What is expected: If a line in the data below holds the word "SANGANUR", copy it.

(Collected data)

_ _ _ _ _

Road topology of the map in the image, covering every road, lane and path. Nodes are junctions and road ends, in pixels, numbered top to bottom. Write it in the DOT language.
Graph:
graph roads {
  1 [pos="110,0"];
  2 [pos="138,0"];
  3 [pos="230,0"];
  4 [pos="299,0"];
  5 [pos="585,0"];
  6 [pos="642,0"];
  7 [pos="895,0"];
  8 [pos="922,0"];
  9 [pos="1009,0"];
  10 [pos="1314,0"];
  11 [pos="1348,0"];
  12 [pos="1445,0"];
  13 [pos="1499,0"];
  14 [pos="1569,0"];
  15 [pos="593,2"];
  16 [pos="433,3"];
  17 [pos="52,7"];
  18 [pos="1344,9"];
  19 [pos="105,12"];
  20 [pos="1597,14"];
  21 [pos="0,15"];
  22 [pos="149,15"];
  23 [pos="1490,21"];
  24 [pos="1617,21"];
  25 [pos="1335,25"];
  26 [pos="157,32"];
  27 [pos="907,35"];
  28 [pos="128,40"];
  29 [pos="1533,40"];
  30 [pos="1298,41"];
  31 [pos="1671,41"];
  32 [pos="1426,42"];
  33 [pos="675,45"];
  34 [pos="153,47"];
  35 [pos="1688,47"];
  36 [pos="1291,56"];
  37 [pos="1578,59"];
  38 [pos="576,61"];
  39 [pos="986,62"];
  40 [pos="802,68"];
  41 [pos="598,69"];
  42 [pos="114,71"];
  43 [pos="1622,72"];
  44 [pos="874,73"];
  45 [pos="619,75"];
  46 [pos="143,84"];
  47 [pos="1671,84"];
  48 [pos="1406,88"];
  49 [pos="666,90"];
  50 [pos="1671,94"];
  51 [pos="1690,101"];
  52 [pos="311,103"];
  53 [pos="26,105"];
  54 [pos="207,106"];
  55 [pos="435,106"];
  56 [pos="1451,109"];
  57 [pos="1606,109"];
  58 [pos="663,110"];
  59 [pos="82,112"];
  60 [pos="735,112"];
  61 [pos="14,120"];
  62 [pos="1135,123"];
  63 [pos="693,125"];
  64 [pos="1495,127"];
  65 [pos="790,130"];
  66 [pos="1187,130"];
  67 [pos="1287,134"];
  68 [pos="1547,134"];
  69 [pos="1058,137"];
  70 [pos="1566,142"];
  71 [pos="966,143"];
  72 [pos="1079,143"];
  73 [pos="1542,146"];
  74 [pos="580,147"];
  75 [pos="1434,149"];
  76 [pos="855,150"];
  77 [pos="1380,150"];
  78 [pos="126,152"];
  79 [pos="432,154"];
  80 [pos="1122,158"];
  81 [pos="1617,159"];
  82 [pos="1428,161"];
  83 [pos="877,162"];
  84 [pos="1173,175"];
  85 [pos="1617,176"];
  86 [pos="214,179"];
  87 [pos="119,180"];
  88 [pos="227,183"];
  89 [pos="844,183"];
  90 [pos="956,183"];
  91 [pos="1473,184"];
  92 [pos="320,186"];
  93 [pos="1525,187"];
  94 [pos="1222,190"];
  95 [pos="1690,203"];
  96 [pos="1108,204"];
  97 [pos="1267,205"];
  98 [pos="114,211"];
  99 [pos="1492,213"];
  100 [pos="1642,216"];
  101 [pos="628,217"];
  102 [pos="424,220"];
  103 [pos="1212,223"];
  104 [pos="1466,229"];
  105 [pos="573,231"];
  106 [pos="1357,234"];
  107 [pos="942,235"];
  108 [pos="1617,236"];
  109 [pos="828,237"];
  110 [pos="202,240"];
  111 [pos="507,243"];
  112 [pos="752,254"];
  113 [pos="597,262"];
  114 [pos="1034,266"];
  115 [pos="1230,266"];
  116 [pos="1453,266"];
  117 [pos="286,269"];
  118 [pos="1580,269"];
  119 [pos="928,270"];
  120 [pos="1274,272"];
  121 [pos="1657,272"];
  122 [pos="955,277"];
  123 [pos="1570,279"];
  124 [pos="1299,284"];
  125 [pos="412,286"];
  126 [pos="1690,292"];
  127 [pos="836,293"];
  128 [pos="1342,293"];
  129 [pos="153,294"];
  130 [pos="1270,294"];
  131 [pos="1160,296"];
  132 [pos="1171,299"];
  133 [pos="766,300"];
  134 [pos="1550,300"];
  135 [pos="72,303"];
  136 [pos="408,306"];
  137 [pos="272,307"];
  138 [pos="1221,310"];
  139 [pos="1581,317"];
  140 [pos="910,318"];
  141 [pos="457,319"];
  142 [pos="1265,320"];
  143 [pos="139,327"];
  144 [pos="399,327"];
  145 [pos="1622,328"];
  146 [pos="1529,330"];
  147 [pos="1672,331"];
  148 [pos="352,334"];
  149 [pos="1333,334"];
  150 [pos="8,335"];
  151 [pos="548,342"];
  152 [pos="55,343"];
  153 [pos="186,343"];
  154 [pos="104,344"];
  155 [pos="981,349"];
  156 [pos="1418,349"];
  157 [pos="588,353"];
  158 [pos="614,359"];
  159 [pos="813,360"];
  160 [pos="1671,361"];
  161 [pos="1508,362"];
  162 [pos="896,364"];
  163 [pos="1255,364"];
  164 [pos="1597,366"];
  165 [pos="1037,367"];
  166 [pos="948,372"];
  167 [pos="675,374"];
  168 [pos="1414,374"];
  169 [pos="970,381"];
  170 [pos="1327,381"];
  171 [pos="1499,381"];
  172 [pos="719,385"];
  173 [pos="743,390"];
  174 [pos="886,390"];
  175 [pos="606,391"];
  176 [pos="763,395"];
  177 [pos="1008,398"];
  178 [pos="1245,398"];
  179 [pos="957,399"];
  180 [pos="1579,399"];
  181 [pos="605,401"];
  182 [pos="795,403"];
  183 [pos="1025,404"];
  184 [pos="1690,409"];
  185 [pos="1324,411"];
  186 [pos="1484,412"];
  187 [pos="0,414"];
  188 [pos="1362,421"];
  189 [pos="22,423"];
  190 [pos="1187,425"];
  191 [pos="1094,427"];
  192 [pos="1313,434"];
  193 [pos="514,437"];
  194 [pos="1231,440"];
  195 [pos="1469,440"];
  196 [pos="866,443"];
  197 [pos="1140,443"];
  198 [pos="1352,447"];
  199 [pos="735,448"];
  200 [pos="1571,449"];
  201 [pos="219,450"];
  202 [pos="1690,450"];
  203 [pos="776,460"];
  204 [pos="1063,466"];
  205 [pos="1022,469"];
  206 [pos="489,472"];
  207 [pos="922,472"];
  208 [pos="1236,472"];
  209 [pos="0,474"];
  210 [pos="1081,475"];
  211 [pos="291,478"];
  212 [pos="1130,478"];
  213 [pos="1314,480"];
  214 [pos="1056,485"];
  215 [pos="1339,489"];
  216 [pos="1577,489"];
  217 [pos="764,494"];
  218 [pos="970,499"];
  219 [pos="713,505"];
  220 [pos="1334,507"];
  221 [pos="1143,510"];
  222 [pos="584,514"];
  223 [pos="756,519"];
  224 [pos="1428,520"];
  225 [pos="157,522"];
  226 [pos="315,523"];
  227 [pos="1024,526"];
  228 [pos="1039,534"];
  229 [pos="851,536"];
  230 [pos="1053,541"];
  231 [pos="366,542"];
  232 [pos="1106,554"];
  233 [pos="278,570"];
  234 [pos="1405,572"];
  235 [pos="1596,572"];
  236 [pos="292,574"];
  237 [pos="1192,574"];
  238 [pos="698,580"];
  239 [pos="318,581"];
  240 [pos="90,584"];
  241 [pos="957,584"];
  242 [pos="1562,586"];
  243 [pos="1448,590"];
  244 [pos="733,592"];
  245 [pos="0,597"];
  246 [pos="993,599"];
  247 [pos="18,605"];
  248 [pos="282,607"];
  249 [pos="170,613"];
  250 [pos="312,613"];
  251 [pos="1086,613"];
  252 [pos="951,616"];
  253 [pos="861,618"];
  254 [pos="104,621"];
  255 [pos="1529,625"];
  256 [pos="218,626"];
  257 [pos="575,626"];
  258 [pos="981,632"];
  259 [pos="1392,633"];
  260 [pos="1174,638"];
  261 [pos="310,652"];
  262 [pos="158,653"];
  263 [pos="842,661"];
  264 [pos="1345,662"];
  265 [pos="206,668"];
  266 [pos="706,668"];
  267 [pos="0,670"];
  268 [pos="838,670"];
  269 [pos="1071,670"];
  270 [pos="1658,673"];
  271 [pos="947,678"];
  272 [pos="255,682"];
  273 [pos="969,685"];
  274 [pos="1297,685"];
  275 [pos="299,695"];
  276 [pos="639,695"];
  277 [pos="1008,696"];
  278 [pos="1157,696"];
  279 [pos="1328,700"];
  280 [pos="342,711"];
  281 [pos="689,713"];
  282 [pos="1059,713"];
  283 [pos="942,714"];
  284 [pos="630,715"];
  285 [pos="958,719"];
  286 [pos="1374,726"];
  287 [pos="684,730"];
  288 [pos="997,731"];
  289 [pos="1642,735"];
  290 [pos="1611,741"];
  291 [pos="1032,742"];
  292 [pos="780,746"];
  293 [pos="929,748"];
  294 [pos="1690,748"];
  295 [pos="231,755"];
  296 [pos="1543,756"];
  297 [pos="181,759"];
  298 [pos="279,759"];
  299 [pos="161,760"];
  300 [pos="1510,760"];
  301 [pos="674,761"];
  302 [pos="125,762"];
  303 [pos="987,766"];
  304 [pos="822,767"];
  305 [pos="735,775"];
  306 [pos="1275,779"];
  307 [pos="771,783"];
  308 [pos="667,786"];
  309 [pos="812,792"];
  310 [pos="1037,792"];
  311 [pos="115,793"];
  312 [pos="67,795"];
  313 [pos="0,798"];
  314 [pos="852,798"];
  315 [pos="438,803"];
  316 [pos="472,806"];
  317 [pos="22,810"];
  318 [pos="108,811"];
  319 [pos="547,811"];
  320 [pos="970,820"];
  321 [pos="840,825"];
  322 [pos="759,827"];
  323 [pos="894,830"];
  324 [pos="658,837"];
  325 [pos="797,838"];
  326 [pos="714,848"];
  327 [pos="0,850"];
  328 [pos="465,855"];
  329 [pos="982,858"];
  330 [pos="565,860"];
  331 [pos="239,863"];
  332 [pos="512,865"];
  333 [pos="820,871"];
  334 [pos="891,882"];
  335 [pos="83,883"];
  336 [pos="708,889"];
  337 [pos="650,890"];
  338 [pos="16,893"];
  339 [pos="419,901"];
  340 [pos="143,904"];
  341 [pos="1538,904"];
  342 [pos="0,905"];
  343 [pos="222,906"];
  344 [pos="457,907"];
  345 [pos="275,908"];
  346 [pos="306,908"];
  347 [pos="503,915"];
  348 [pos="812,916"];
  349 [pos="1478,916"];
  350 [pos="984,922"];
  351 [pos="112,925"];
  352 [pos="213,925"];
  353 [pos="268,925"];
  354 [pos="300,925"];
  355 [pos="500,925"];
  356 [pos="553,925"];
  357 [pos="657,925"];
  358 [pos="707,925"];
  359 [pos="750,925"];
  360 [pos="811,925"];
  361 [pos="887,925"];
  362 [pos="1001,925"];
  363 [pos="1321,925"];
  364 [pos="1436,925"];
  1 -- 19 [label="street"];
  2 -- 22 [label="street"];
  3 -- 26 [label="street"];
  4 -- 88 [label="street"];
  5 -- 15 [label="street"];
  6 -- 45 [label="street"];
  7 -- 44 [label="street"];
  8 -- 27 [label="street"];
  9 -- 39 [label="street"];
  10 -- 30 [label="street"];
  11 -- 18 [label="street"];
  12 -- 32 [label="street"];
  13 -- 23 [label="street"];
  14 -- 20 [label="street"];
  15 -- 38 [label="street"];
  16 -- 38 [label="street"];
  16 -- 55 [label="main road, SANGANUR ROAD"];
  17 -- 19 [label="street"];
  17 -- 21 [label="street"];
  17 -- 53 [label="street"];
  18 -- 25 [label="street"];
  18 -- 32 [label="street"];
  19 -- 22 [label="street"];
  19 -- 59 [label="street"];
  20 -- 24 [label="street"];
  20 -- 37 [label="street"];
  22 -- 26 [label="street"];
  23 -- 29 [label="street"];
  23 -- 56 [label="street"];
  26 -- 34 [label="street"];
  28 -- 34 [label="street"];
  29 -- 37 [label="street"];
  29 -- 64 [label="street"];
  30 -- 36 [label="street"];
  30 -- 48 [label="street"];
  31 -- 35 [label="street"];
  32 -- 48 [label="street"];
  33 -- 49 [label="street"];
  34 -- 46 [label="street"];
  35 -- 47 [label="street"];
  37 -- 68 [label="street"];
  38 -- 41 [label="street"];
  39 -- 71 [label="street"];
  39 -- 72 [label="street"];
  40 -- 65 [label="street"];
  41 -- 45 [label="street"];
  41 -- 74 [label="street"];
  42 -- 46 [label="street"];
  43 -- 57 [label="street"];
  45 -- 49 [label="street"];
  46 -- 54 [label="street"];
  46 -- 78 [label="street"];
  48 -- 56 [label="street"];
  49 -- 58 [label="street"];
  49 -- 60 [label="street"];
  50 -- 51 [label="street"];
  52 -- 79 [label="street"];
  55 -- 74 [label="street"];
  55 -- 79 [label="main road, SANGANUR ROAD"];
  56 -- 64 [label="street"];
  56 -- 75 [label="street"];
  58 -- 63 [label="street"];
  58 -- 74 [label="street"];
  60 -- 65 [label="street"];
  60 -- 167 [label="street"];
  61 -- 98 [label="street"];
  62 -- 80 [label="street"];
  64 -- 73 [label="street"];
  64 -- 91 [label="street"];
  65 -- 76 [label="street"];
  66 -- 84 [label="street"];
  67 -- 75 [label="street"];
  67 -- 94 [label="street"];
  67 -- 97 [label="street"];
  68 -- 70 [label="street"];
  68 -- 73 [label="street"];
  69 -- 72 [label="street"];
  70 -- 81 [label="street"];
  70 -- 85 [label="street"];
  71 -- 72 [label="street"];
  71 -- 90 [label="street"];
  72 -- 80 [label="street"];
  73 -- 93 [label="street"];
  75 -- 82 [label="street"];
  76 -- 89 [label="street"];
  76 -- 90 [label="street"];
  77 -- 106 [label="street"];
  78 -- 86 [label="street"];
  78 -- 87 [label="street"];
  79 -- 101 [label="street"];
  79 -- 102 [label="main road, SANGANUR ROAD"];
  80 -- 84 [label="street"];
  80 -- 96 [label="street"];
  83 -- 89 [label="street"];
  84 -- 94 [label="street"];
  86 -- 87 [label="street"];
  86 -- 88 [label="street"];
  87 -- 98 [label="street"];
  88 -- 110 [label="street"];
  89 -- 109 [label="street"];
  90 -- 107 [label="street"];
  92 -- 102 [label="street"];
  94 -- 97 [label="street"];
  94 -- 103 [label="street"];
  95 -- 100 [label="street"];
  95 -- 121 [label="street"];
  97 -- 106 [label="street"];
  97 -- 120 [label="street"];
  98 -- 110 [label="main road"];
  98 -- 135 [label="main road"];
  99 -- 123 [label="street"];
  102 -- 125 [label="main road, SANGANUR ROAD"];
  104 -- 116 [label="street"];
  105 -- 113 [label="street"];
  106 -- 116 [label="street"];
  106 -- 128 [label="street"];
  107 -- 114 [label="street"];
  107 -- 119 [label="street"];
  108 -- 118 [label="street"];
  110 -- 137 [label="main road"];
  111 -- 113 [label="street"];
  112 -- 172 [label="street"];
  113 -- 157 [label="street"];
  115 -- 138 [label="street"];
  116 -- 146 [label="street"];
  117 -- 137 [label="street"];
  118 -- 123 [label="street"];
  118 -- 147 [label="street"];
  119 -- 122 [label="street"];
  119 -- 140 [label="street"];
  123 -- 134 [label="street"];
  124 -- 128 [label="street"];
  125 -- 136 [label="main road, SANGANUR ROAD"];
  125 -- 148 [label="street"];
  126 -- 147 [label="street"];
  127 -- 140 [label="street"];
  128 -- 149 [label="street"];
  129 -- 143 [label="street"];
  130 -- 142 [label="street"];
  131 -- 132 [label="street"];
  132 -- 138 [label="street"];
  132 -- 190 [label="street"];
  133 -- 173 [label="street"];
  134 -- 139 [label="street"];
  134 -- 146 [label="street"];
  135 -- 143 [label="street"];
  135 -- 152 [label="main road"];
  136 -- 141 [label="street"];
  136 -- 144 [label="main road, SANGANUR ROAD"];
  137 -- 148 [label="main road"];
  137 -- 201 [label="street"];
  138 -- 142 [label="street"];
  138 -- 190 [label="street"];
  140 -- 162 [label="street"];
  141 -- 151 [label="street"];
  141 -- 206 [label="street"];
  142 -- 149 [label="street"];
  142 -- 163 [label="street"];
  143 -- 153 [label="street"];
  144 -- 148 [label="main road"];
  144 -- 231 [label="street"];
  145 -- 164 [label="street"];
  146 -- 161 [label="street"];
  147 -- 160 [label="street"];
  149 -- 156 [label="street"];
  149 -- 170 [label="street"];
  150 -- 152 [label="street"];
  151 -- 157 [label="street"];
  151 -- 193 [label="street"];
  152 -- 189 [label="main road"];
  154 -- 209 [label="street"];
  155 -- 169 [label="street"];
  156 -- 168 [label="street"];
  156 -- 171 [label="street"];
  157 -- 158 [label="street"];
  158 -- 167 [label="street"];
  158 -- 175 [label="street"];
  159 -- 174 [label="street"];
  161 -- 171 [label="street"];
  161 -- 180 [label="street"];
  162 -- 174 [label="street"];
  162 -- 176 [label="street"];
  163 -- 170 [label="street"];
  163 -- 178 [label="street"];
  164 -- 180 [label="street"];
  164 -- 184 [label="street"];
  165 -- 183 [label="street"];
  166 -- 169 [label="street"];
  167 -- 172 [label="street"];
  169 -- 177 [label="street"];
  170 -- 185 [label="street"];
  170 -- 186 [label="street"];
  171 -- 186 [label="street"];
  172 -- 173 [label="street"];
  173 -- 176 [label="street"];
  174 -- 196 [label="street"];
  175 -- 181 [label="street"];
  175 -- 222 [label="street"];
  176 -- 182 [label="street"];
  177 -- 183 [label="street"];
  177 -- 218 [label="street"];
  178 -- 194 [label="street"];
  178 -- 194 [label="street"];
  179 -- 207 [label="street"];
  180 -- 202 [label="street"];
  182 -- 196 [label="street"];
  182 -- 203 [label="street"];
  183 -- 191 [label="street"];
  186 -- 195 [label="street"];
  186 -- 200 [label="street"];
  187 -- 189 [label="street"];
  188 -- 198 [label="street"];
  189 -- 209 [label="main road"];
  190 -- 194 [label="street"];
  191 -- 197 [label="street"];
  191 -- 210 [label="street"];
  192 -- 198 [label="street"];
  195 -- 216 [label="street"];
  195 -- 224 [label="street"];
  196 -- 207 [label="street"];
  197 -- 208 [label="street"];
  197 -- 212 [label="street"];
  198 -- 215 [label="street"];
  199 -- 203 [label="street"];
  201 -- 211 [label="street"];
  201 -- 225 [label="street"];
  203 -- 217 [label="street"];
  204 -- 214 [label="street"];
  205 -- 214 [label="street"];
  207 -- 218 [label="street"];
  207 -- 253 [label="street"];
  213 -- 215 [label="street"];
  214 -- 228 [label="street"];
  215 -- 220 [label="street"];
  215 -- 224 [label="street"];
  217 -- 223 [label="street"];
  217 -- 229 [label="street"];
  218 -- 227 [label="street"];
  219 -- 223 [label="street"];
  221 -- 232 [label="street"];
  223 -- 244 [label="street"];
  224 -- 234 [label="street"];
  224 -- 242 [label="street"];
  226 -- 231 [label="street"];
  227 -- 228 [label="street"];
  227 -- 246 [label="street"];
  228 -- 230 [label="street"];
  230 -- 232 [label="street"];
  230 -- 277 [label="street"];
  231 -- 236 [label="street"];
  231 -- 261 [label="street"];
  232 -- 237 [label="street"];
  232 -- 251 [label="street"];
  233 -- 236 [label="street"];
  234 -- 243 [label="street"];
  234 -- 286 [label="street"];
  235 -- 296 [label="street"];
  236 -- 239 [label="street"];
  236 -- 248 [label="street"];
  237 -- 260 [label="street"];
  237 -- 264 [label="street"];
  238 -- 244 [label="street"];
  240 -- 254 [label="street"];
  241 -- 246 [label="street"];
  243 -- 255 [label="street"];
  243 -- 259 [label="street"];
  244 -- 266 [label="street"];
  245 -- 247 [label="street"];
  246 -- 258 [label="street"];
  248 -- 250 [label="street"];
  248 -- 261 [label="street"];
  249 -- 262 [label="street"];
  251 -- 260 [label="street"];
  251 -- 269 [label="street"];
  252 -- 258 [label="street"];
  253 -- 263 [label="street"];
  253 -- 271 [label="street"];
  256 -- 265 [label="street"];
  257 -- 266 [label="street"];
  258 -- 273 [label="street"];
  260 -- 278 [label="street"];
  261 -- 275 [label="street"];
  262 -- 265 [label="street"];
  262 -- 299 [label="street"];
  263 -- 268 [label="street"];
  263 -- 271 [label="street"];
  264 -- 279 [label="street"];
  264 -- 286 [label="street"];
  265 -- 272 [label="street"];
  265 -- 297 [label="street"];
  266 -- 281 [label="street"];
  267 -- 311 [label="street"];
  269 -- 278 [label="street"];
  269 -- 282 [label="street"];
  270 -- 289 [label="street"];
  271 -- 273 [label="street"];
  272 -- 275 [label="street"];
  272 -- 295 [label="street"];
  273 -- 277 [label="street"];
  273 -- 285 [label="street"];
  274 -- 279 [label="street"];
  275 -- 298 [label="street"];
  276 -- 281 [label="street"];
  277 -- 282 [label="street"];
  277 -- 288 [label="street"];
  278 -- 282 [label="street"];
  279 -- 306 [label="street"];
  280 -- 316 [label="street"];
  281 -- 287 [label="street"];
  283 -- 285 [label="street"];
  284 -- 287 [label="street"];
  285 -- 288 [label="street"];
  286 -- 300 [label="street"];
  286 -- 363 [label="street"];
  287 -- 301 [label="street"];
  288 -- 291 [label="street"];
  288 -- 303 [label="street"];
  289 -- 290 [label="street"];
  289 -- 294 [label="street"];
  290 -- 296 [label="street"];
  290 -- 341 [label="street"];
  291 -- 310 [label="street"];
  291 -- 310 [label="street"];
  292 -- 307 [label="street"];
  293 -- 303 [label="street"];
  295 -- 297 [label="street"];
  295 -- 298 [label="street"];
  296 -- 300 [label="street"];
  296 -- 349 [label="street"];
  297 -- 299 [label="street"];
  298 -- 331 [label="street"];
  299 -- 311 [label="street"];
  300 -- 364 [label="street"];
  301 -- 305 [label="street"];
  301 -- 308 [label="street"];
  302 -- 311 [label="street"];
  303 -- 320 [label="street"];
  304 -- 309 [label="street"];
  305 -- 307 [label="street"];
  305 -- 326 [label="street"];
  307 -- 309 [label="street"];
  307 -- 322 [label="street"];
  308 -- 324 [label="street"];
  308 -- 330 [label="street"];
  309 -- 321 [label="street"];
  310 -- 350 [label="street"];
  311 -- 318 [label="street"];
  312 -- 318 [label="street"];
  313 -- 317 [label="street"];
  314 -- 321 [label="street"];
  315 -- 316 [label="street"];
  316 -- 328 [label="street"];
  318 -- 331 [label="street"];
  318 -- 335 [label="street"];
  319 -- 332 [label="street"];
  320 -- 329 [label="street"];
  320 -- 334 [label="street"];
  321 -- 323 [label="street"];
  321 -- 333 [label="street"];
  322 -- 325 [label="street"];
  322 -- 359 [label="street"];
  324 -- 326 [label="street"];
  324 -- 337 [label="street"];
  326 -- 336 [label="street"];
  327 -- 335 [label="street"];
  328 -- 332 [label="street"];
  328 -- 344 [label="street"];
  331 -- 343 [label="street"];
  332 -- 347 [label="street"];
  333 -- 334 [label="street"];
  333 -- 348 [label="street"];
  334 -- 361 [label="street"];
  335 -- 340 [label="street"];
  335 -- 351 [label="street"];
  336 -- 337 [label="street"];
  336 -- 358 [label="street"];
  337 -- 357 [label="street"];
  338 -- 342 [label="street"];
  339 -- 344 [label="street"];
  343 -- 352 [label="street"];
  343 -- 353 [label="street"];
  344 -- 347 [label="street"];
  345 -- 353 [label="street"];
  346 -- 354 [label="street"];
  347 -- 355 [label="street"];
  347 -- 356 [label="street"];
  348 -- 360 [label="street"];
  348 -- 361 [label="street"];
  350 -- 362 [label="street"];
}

_ _ _ _ _

Response:
  16 -- 55 [label="main road, SANGANUR ROAD"];
  55 -- 79 [label="main road, SANGANUR ROAD"];
  79 -- 102 [label="main road, SANGANUR ROAD"];
  102 -- 125 [label="main road, SANGANUR ROAD"];
  125 -- 136 [label="main road, SANGANUR ROAD"];
  136 -- 144 [label="main road, SANGANUR ROAD"];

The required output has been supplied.